CS SEMINAR SERIES

Forum@SSI: Is AI regulatable?

Speaker
Prof. Finale Doshi-Velez, Gordon McKay Professor of Computer Science
Chaired by
Dr David HSU, Provost's Chair Professor, School of Computing
dyhsu@comp.nus.edu.sg

08 Jun 2023 Thursday, 01:30 PM to 03:00 PM

Zoom online, Slido for Q&A

Abstract:
It’s the height of the next pandemic. Our intensive care units are overwhelmed. Difficult decisions on patient prioritization become paramount. Can AI be counted on to assist with assigning personalized patient priority scores while adhering to ethical guidelines? Are there inherent limits to AI’s “scope of work”? There is a sentiment that AI technologies are too complex to regulate, they are too poorly understood, and they change too fast for law and regulation to keep up. Also attempts at regulation may curtail innovation. Is this true? Regulation of new drugs and autonomous driving likely shares some of the same characteristics and challenges. What can we learn?

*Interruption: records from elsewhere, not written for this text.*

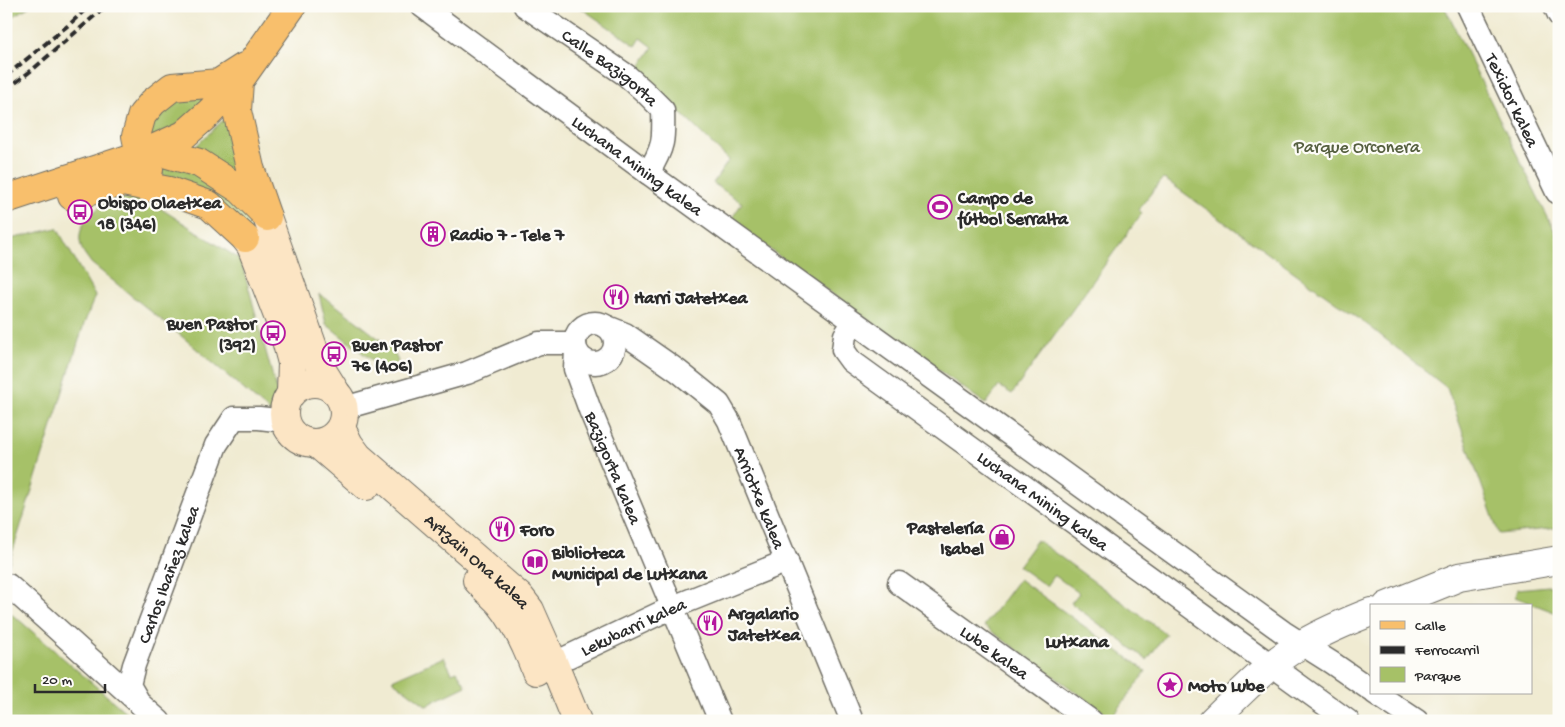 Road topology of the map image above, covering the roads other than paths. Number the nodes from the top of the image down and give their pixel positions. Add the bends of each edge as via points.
1 (292, 6) edge
2 (422, 6) edge
3 (526, 6) edge
4 (1468, 6) edge
5 (1555, 6) edge
6 (1559, 15) edge
7 (245, 72) junction
8 (153, 157) junction
9 (648, 173) junction
10 (123, 182) junction
11 (169, 191) junction
12 (1559, 193) edge
13 (6, 199) edge
14 (267, 217) junction
15 (6, 218) edge
16 (854, 322) junction
17 (605, 326) junction
18 (575, 347) junction
19 (291, 393) junction
20 (340, 409) junction
21 (272, 420) junction
22 (316, 443) junction
23 (1559, 560) edge
24 (786, 561) junction
25 (899, 582) dead end
26 (8, 585) dead end
27 (1392, 604) edge
28 (673, 607) junction
29 (1370, 612) edge
30 (1269, 621) junction
31 (1240, 642) junction
32 (1300, 644) junction
33 (1272, 665) junction
34 (545, 667) junction
35 (1370, 689) edge
36 (1376, 694) edge
37 (140, 704) junction
38 (159, 721) edge
39 (556, 721) edge
40 (577, 721) edge
41 (720, 721) edge
42 (852, 721) edge
43 (1090, 721) edge
44 (1212, 721) edge
45 (1348, 721) edge
46 (1417, 721) edge

1 - 7 main road
2 - 9 street, Luchana Mining kalea
3 - 9 street, Calle Bazigorta via 626,75 662,110 664,135 660,154
4 - 12 street, Texidor kalea
5 - 6 street
7 - 8 main road via 227,106 216,119 184,146
7 - 8 main road via 219,83 172,87 153,102 142,115 136,136
7 - 14 main road via 237,111 250,168
8 - 10 main road
8 - 11 main road
8 - 13 main road
8 - 14 main road via 199,163 241,190
9 - 16 street, Luchana Mining kalea
10 - 11 main road
10 - 15 main road
11 - 19 main road via 209,205 251,246 292,363
14 - 20 main road, Artzain Ona kalea via 320,367
16 - 30 street, Luchana Mining kalea
16 - 31 street, Luchana Mining kalea via 845,335 843,350 851,361
17 - 18 street via 585,326 576,336
17 - 18 street via 615,342 608,359 590,363 579,356
17 - 24 street, Arriotxe kalea via 625,334 719,404 729,421
18 - 20 street via 539,343 467,373
18 - 28 street, Bazigorta kalea via 576,369 590,410
19 - 20 main road via 308,383 318,382 327,385
19 - 21 main road via 284,412
20 - 22 main road via 334,435
20 - 34 main road, Artzain Ona kalea via 349,444 358,456 520,597 530,610
21 - 22 main road, Artzain Ona kalea via 297,438
21 - 37 street, Carlos Ibañez kalea via 234,418 216,445 134,665 129,685
22 - 34 main road, Artzain Ona kalea via 477,580 499,603 528,651
23 - 27 street via 1459,577
24 - 28 street, Lekubarri kalea
24 - 42 street, Arriotxe kalea
25 - 43 street, Lube kalea
26 - 37 street, Carlos Ibañez kalea
28 - 34 street, Lekubarri kalea
28 - 41 street, Bazigorta kalea
29 - 32 street
30 - 31 street via 1261,638 1251,644
30 - 32 street, Luchana Mining kalea
31 - 33 street, Luchana Mining kalea
32 - 33 street
32 - 35 street, Luchana Mining kalea
33 - 44 street
33 - 45 street, Luchana Mining kalea
34 - 39 main road, Artzain Ona kalea
34 - 40 main road, Artzain Ona kalea
36 - 46 street
37 - 38 street, Carlos Ibañez kalea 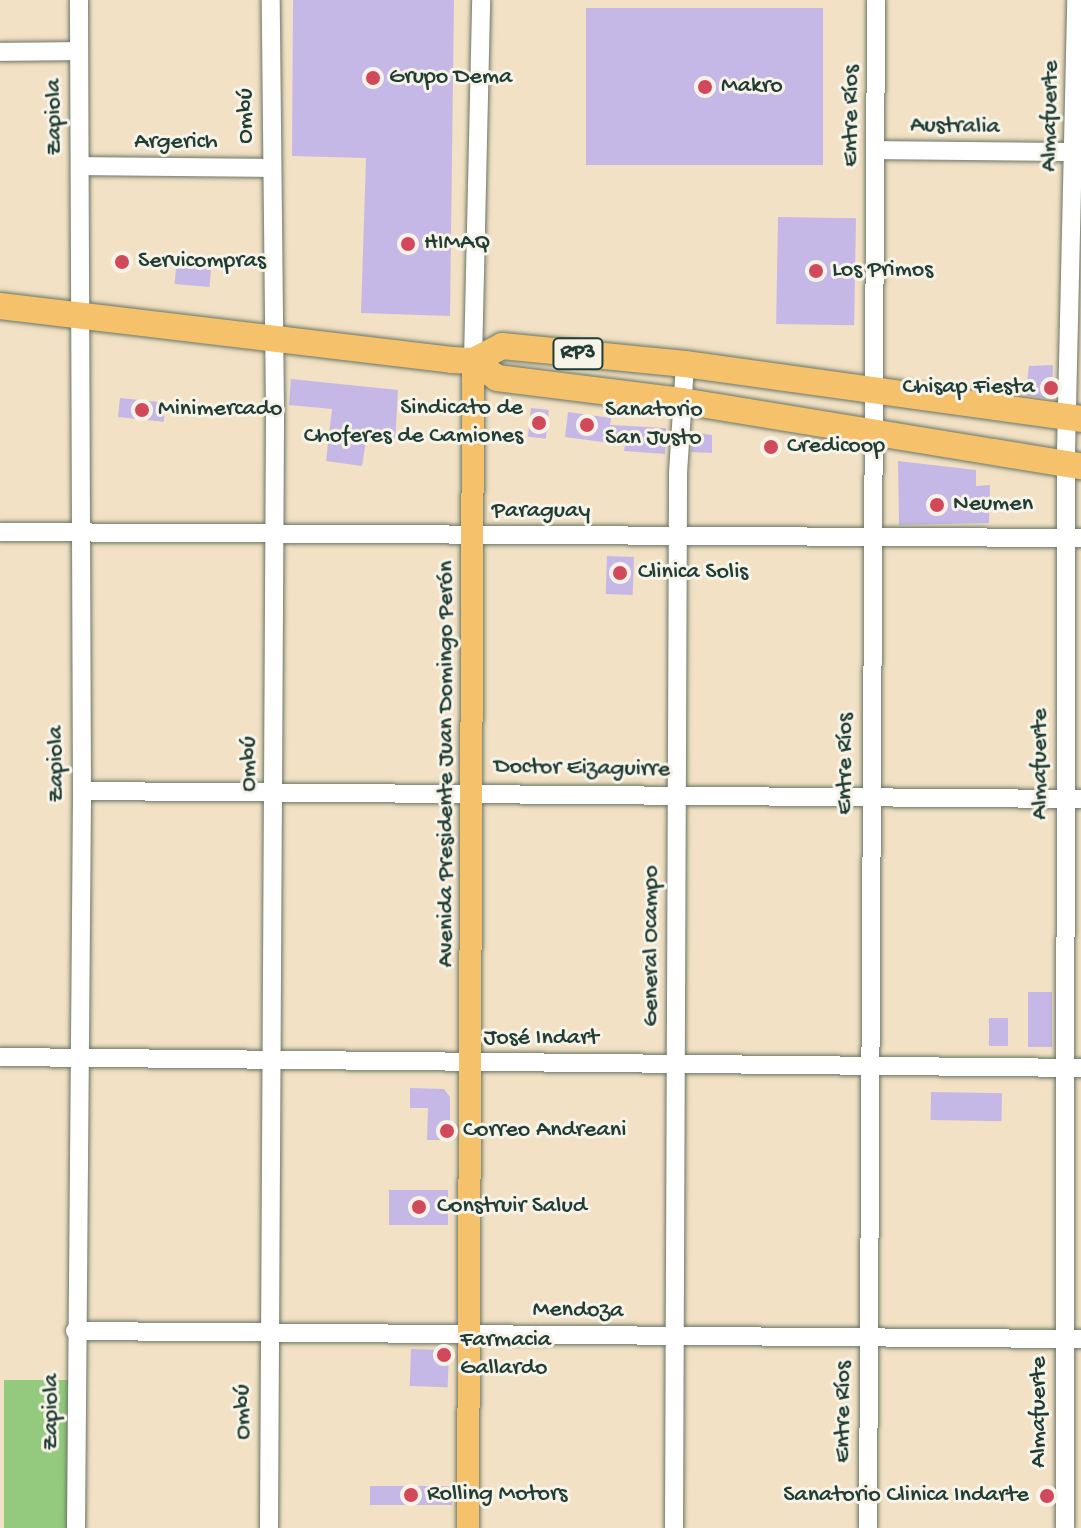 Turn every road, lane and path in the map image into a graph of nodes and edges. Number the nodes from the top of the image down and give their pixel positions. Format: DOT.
graph roads {
  1 [pos="79,0"];
  2 [pos="271,0"];
  3 [pos="481,0"];
  4 [pos="876,0"];
  5 [pos="1076,0"];
  6 [pos="78,51"];
  7 [pos="0,52"];
  8 [pos="877,150"];
  9 [pos="1078,152"];
  10 [pos="80,166"];
  11 [pos="271,168"];
  12 [pos="0,306"];
  13 [pos="81,314"];
  14 [pos="274,340"];
  15 [pos="473,361"];
  16 [pos="685,364"];
  17 [pos="870,389"];
  18 [pos="682,401"];
  19 [pos="1074,418"];
  20 [pos="871,434"];
  21 [pos="1074,465"];
  22 [pos="272,530"];
  23 [pos="77,531"];
  24 [pos="0,532"];
  25 [pos="473,535"];
  26 [pos="678,536"];
  27 [pos="1074,538"];
  28 [pos="871,539"];
  29 [pos="274,790"];
  30 [pos="82,791"];
  31 [pos="474,791"];
  32 [pos="678,794"];
  33 [pos="871,797"];
  34 [pos="1073,798"];
  35 [pos="0,1057"];
  36 [pos="77,1059"];
  37 [pos="269,1060"];
  38 [pos="472,1062"];
  39 [pos="675,1063"];
  40 [pos="868,1066"];
  41 [pos="1073,1068"];
  42 [pos="75,1331"];
  43 [pos="267,1331"];
  44 [pos="472,1334"];
  45 [pos="676,1337"];
  46 [pos="868,1338"];
  47 [pos="1072,1339"];
  48 [pos="76,1528"];
  49 [pos="269,1528"];
  50 [pos="468,1528"];
  51 [pos="674,1528"];
  52 [pos="868,1528"];
  53 [pos="1065,1528"];
  1 -- 6 [label="street, Zapiola"];
  2 -- 11 [label="street, Ombú"];
  3 -- 15 [label="street, Avenida Presidente Juan Domingo Perón"];
  4 -- 8 [label="street, Entre Ríos"];
  5 -- 9 [label="street, Almafuerte"];
  6 -- 7 [label="street"];
  6 -- 10 [label="street, Zapiola"];
  8 -- 9 [label="street, Australia"];
  8 -- 17 [label="street, Entre Ríos"];
  9 -- 19 [label="street, Almafuerte"];
  10 -- 11 [label="street, Argerich"];
  10 -- 13 [label="street, Zapiola"];
  11 -- 14 [label="street, Ombú"];
  12 -- 13 [label="highway, RP3"];
  13 -- 14 [label="highway, RP3"];
  13 -- 23 [label="street, Zapiola"];
  14 -- 15 [label="highway, RP3"];
  14 -- 22 [label="street, Ombú"];
  15 -- 16 [label="highway, RP3"];
  15 -- 18 [label="highway, RP3"];
  15 -- 25 [label="main road, Avenida Presidente Juan Domingo Perón"];
  16 -- 17 [label="highway, RP3"];
  16 -- 18 [label="street, General Ocampo"];
  17 -- 19 [label="highway, RP3"];
  17 -- 20 [label="street, Entre Ríos"];
  18 -- 20 [label="highway, RP3"];
  18 -- 26 [label="street, General Ocampo"];
  19 -- 21 [label="street, Almafuerte"];
  20 -- 21 [label="highway, RP3"];
  20 -- 28 [label="street, Entre Ríos"];
  21 -- 27 [label="street, Almafuerte"];
  22 -- 23 [label="street, Paraguay"];
  22 -- 25 [label="street, Paraguay"];
  22 -- 29 [label="street, Ombú"];
  23 -- 24 [label="street, Paraguay"];
  23 -- 30 [label="street, Zapiola"];
  25 -- 26 [label="street, Paraguay"];
  25 -- 31 [label="main road, Avenida Presidente Juan Domingo Perón"];
  26 -- 28 [label="street, Paraguay"];
  26 -- 32 [label="street, General Ocampo"];
  27 -- 28 [label="street, Paraguay"];
  27 -- 34 [label="street, Almafuerte"];
  28 -- 33 [label="street, Entre Ríos"];
  29 -- 30 [label="street, Doctor Eizaguirre"];
  29 -- 31 [label="street, Doctor Eizaguirre"];
  29 -- 37 [label="street, Ombú"];
  30 -- 36 [label="street, Zapiola"];
  31 -- 32 [label="street, Doctor Eizaguirre"];
  31 -- 38 [label="main road, Avenida Presidente Juan Domingo Perón"];
  32 -- 33 [label="street, Doctor Eizaguirre"];
  32 -- 39 [label="street, General Ocampo"];
  33 -- 34 [label="street, Doctor Eizaguirre"];
  33 -- 40 [label="street, Entre Ríos"];
  34 -- 41 [label="street, Almafuerte"];
  35 -- 36 [label="street, José Indart"];
  36 -- 37 [label="street, José Indart"];
  36 -- 42 [label="street, Zapiola"];
  37 -- 38 [label="street, José Indart"];
  37 -- 43 [label="street, Ombú"];
  38 -- 39 [label="street, José Indart"];
  38 -- 44 [label="main road, Avenida Presidente Juan Domingo Perón"];
  39 -- 40 [label="street, José Indart"];
  39 -- 45 [label="street, General Ocampo"];
  40 -- 41 [label="street, José Indart"];
  40 -- 46 [label="street, Entre Ríos"];
  41 -- 47 [label="street, Almafuerte"];
  42 -- 43 [label="street, Mendoza"];
  42 -- 48 [label="street, Zapiola"];
  43 -- 44 [label="street, Mendoza"];
  43 -- 49 [label="street, Ombú"];
  44 -- 45 [label="street, Mendoza"];
  44 -- 50 [label="main road, Avenida Presidente Juan Domingo Perón"];
  45 -- 46 [label="street, Mendoza"];
  45 -- 51 [label="street, General Ocampo"];
  46 -- 47 [label="street, Mendoza"];
  46 -- 52 [label="street, Entre Ríos"];
  47 -- 53 [label="street, Almafuerte"];
}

We are excited to invite you to join an open discussion and delve into the complexities surrounding the regulation of AI from multiple broad angles: technological, social-economic , … Finale Doshi-Velez (Harvard) and David Hsu (NUS) will host this forum. They will be joined by a panel of experts (Profs Dong Jin Song, Hahn Jungpil, Lee Wee Sun, Leong Tze Yun) and students from NUS.

We invite you to join the forum online and interact with us via Slido! The Slido session has already been activated. If you have any burning questions and/or interesting thoughts for discussion, feel free to post them on Slido starting today. We look forward to your active participation!

Speaker's Biodata:-
Prof. Finale Doshi-Velez heads the Data to Actionable Knowledge group at Harvard Computer Science. She completed her MSc from the University of Cambridge as a Marshall Scholar, her PhD from MIT, and her postdoc at Harvard Medical School. Her interests lie at the intersection of machine learning, healthcare, and interpretability.

Prof. David Hsu is Provost’s Chair Professor in the Department of Computer Science, National University of Singapore and the director of Smart Systems Institute He received BSc in computer science & mathematics from the University of British Columbia, Canada, and PhD in computer science from Stanford University, USA. He is an IEEE Fellow. His research interests lie in robotics and AI.